Demnach kann pegyliertes Interferon auch bei Patienten mit chronischer Hepatitis C und fortgeschrittener Lebererkrankung mit gutem Erfolg eingesetzt werden. Einmal wöchentlich 180 mg Peginterferon alfa-2a erzielt höhere Ansprechraten als dreimal wöchentlich 3 Millionen Einheiten unverändertes Interferon alfa-2a. In weiteren Studien muss jetzt pegyliertes Interferon plus Ribavirin mit Standard-Interferon plus Ribavirin direkt verglichen werden.

Literatur: Zeuzem, S., et al.: Peginterferon alfa-2a in patients with chronic hepatitis. N. Engl. J. Med. 343, 1666-1672 (2000). Heathcote, E. J., et al.: Peginterferon alfa-2a in patients with chronic hepatitis C and cirrhosis. N. Engl. J. Med. 343, 1673-1680 (2000). Schafer, D. F., M. F. Sorrell: Conquering hepatitis C, step by step. N. Engl. J. Med. 343, 1723-1724 (2000).

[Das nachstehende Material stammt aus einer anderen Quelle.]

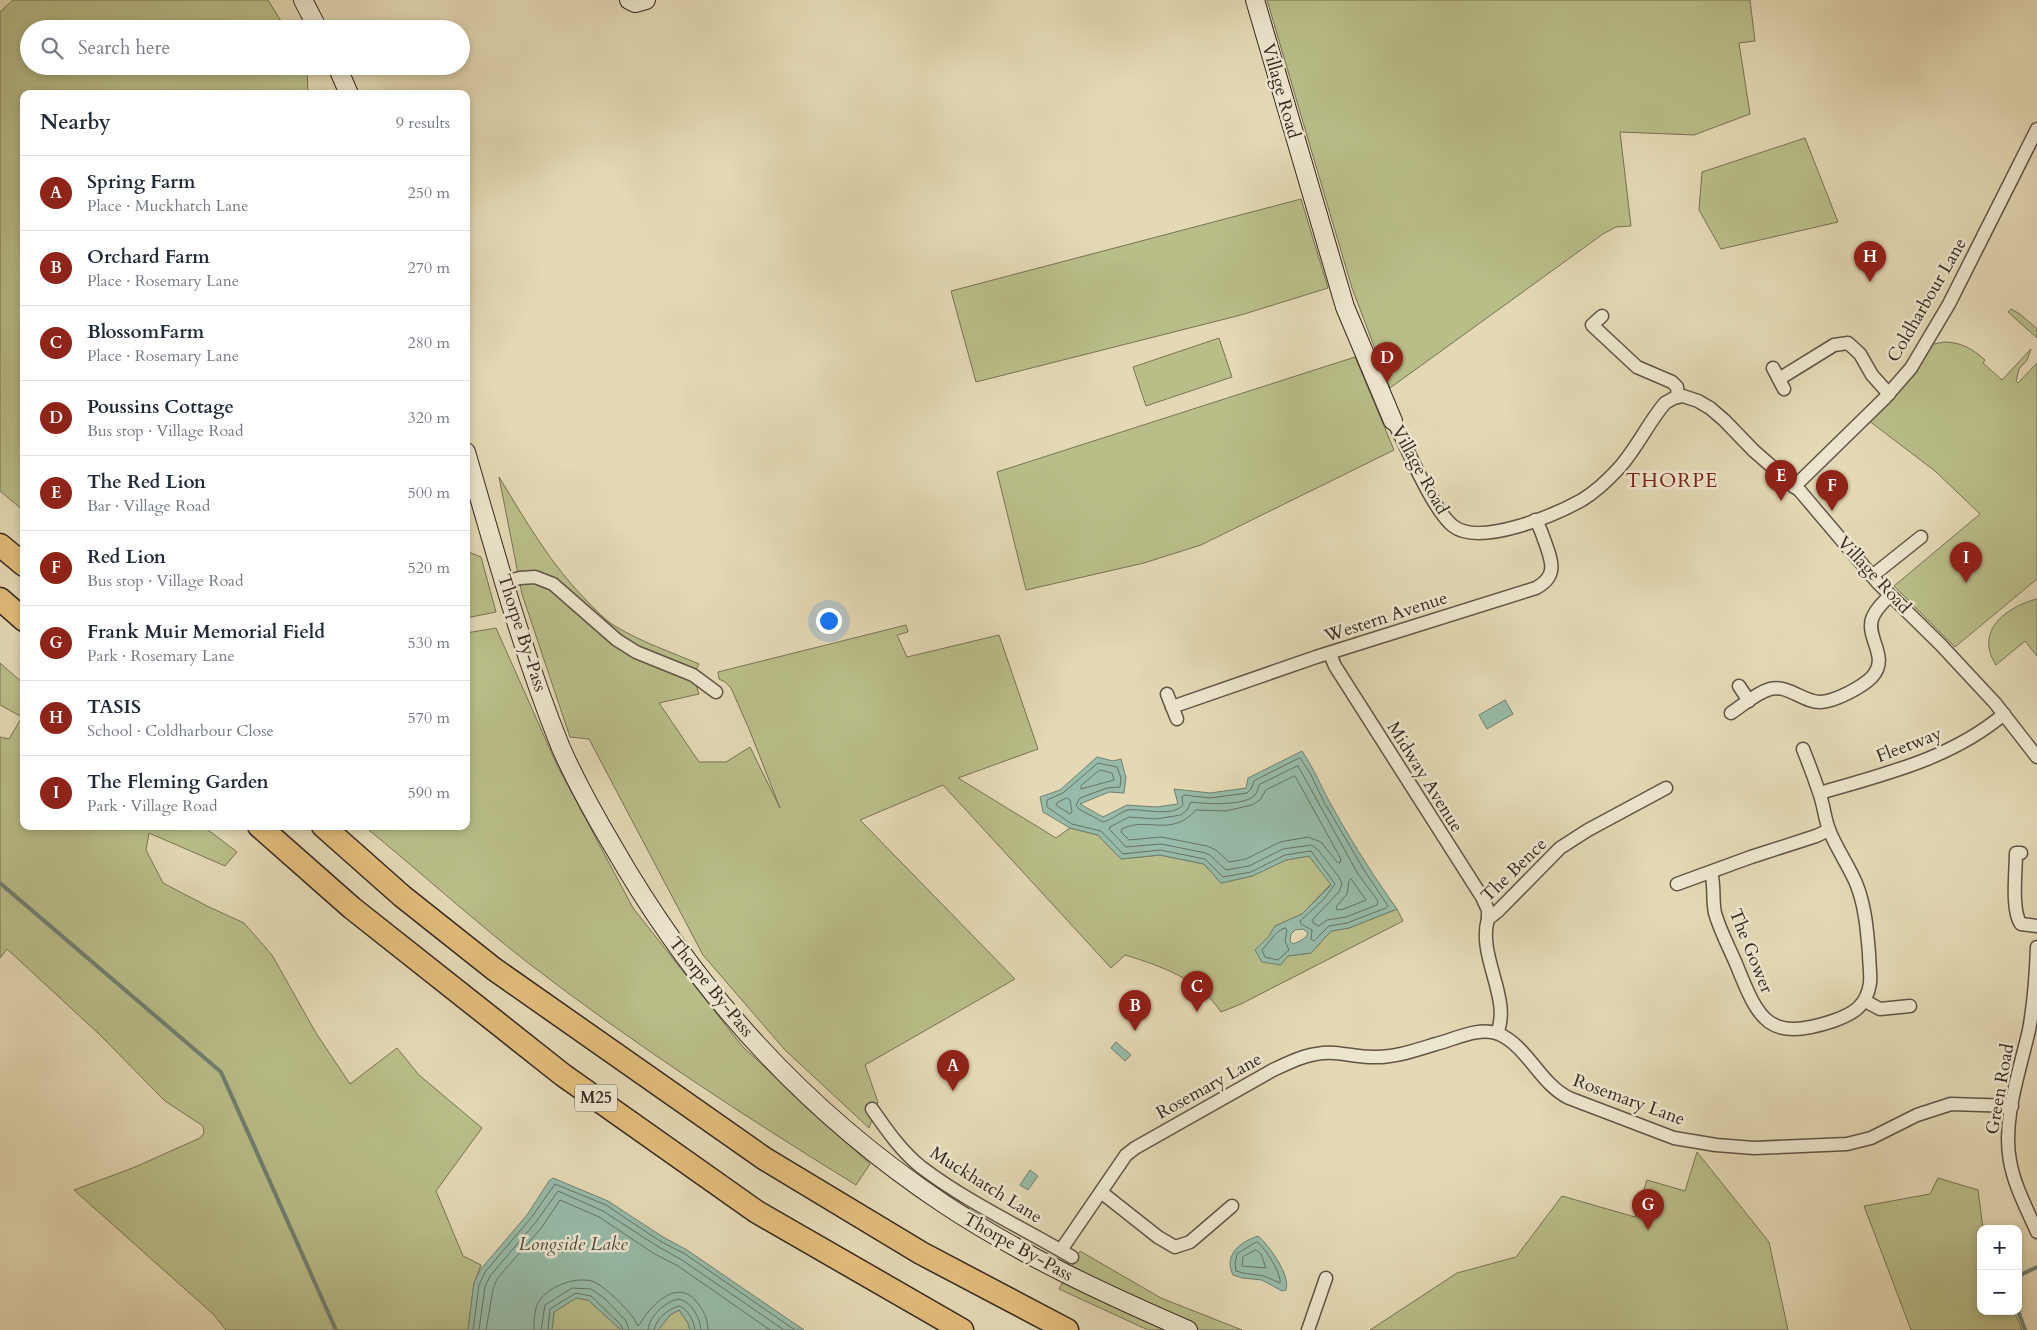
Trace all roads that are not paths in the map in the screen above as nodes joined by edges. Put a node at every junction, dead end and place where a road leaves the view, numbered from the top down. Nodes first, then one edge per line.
1 (303, 0) edge
2 (628, 0) edge
3 (646, 0) edge
4 (1256, 0) edge
5 (313, 20) edge
6 (341, 75) edge
7 (347, 90) edge
8 (2037, 129) edge
9 (1602, 316) dead end
10 (1779, 379) dead end
11 (1889, 394) junction
12 (1678, 396) junction
13 (1393, 421) joint
14 (470, 465) edge
15 (1794, 487) junction
16 (1535, 520) junction
17 (1921, 537) dead end
18 (0, 545) edge
19 (20, 562) edge
20 (1872, 576) junction
21 (505, 582) junction
22 (1890, 595) junction
23 (0, 599) edge
24 (20, 616) edge
25 (1330, 654) junction
26 (1739, 686) dead end
27 (716, 692) dead end
28 (1167, 694) dead end
29 (1749, 700) junction
30 (1172, 707) junction
31 (1731, 713) dead end
32 (2004, 714) junction
33 (1177, 719) dead end
34 (1803, 749) dead end
35 (2037, 757) edge
36 (1666, 788) dead end
37 (1820, 793) junction
38 (264, 830) edge
39 (328, 830) edge
40 (1829, 830) junction
41 (2022, 853) dead end
42 (1711, 872) junction
43 (1677, 884) dead end
44 (1488, 919) junction
45 (2037, 926) edge
46 (2037, 947) edge
47 (1865, 1001) junction
48 (1910, 1006) dead end
49 (1497, 1033) junction
50 (2012, 1106) junction
51 (872, 1109) dead end
52 (1101, 1192) junction
53 (1232, 1206) dead end
54 (2037, 1232) edge
55 (1061, 1250) junction
56 (1072, 1257) dead end
57 (1326, 1278) dead end
58 (962, 1330) edge
59 (1067, 1330) edge
60 (1188, 1330) edge
61 (1308, 1330) edge

1 - 5 main road
2 - 3 main road
4 - 13 main road, Village Road
6 - 7 main road
8 - 11 street, Coldharbour Lane
9 - 12 street
10 - 11 street
11 - 15 street, Coldharbour Lane
12 - 15 street, Village Road
12 - 16 street, Village Road
13 - 16 street, Village Road
14 - 21 main road, Thorpe By-Pass
15 - 20 street, Village Road
16 - 25 street, Western Avenue
17 - 20 street
18 - 19 highway
20 - 22 street, Village Road
21 - 27 street
21 - 60 main road, Thorpe By-Pass
22 - 29 street
22 - 32 street, Village Road
23 - 24 highway
25 - 30 street, Western Avenue
25 - 44 street, Midway Avenue
26 - 29 street
28 - 30 street
29 - 31 street
30 - 33 street
32 - 35 street, Village Road
32 - 37 street, Fleetway
34 - 37 street
36 - 44 street, The Bence
37 - 40 street
38 - 58 highway, M25
39 - 59 highway, M25
40 - 42 street
40 - 47 street
41 - 45 street
42 - 43 street
42 - 47 street, The Gower
44 - 49 street, The Bence
46 - 50 street, Green Road
47 - 48 street
49 - 50 street, Rosemary Lane
49 - 52 street, Rosemary Lane
50 - 54 street, Green Road
51 - 55 street, Muckhatch Lane
52 - 53 street
52 - 55 street, Rosemary Lane
55 - 56 street, Muckhatch Lane
57 - 61 street

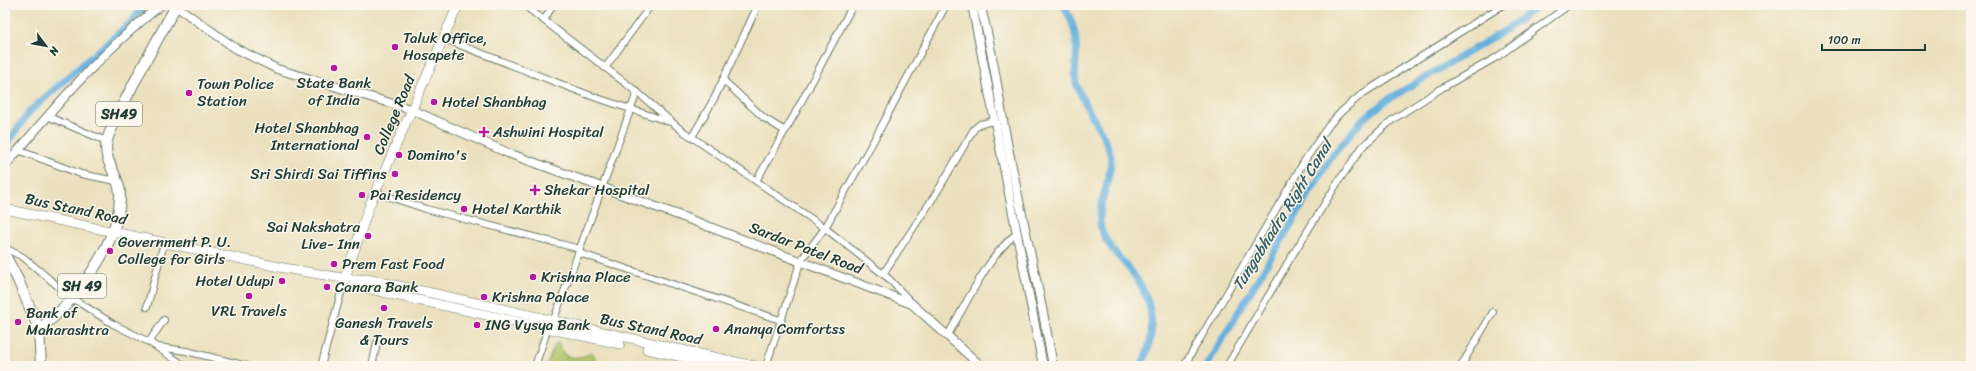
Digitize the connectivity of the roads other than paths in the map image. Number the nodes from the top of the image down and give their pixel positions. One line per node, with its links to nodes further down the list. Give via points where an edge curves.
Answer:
1 (161, 5): 21 (street, via 137,24)
2 (458, 5): 15 (main road, College Road)
3 (524, 5): 14 (street)
4 (553, 5): 14 (street)
5 (651, 5): 16 (street)
6 (758, 5): 17 (street)
7 (853, 5): 24 (street)
8 (946, 5): 34 (street)
9 (972, 5): 22 (street)
10 (980, 5): 69 (street)
11 (1503, 5): 70 (street, via 1378,82 1342,111 1305,160)
12 (1569, 5): 71 (street, via 1497,57 1392,120 1363,146 1298,246)
13 (175, 6): 19 (street, Sardar Patel Road, via 236,48 277,69); 26 (main road, SH49)
14 (544, 20): 16 (street)
15 (442, 38): 19 (main road, College Road); 20 (street)
16 (605, 68): 18 (street)
17 (723, 80): 24 (street, via 764,118); 25 (street)
18 (636, 92): 20 (street); 23 (street)
19 (410, 109): 31 (street, Sardar Patel Road, via 508,153); 32 (main road, College Road)
20 (631, 109): 23 (street); 31 (street)
21 (47, 116): 26 (street); 27 (street)
22 (994, 121): 36 (street); 42 (street, via 980,124 974,130)
23 (672, 123): 25 (street)
24 (785, 131): 30 (street)
25 (692, 138): 30 (street)
26 (106, 141): 29 (main road, SH49, via 109,164)
27 (18, 150): 28 (street); 29 (street, via 81,174)
28 (5, 166)
29 (116, 181): 35 (main road, SH49, via 120,193)
30 (756, 181): 34 (street)
31 (603, 187): 39 (street); 41 (street, Sardar Patel Road)
32 (375, 192): 39 (street); 43 (main road, College Road)
33 (9, 209): 35 (main road, Bus Stand Road)
34 (824, 228): 41 (street); 42 (street)
35 (114, 232): 37 (main road, Bus Stand Road); 44 (main road, SH 49, via 85,282)
36 (1016, 234): 52 (street, via 1004,243 990,262); 68 (street)
37 (164, 242): 43 (main road, Bus Stand Road, via 284,268); 46 (street)
38 (5, 248): 44 (street, via 23,257)
39 (579, 251): 49 (street); 50 (street)
40 (5, 255): 51 (main road)
41 (801, 260): 45 (street, Sardar Patel Road); 49 (street)
42 (883, 274): 45 (street)
43 (345, 278): 50 (main road, Bus Stand Road, via 354,280 363,287 390,294); 61 (street)
44 (72, 298): 51 (main road, SH 49, via 57,316); 53 (street, via 113,324)
45 (912, 304): 52 (street, Sardar Patel Road)
46 (147, 307)
47 (1493, 312): 72 (street)
48 (164, 320): 53 (street)
49 (780, 320): 66 (street)
50 (551, 325): 63 (street); 64 (main road, Bus Stand Road); 65 (main road, Bus Stand Road)
51 (39, 329): 58 (main road)
52 (948, 335): 67 (street, Sardar Patel Road)
53 (149, 342): 55 (street)
54 (376, 343): 62 (street)
55 (156, 346): 56 (street); 57 (street)
56 (186, 351): 57 (street); 60 (street)
57 (177, 360): 59 (street)
58 (41, 366)
59 (185, 366)
60 (248, 366)
61 (321, 366)
62 (372, 366)
63 (535, 366)
64 (723, 366)
65 (755, 366)
66 (766, 366)
67 (981, 366)
68 (1043, 366)
69 (1053, 366)
70 (1184, 366)
71 (1227, 366)
72 (1461, 366)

Längst nicht alle Hepatitis-C-Patienten sprechen auf eine Behandlung mit Interferon alfa an. Die Umhüllung des Interferons mit Polyethylenglykol könnte die Situation verbessern. In einer randomisierten Studie verdoppelte die Pegylierung die Viruseliminationsrate bei chronischer Hepatitis C. In einer anderen randomisierten Studie sprach sogar ein beachtlicher Teil der schwer behandelbaren Hepatitis-C-Patienten mit Zirrhose oder Fibrose auf hoch dosiertes Peginterferon alfa-2a an.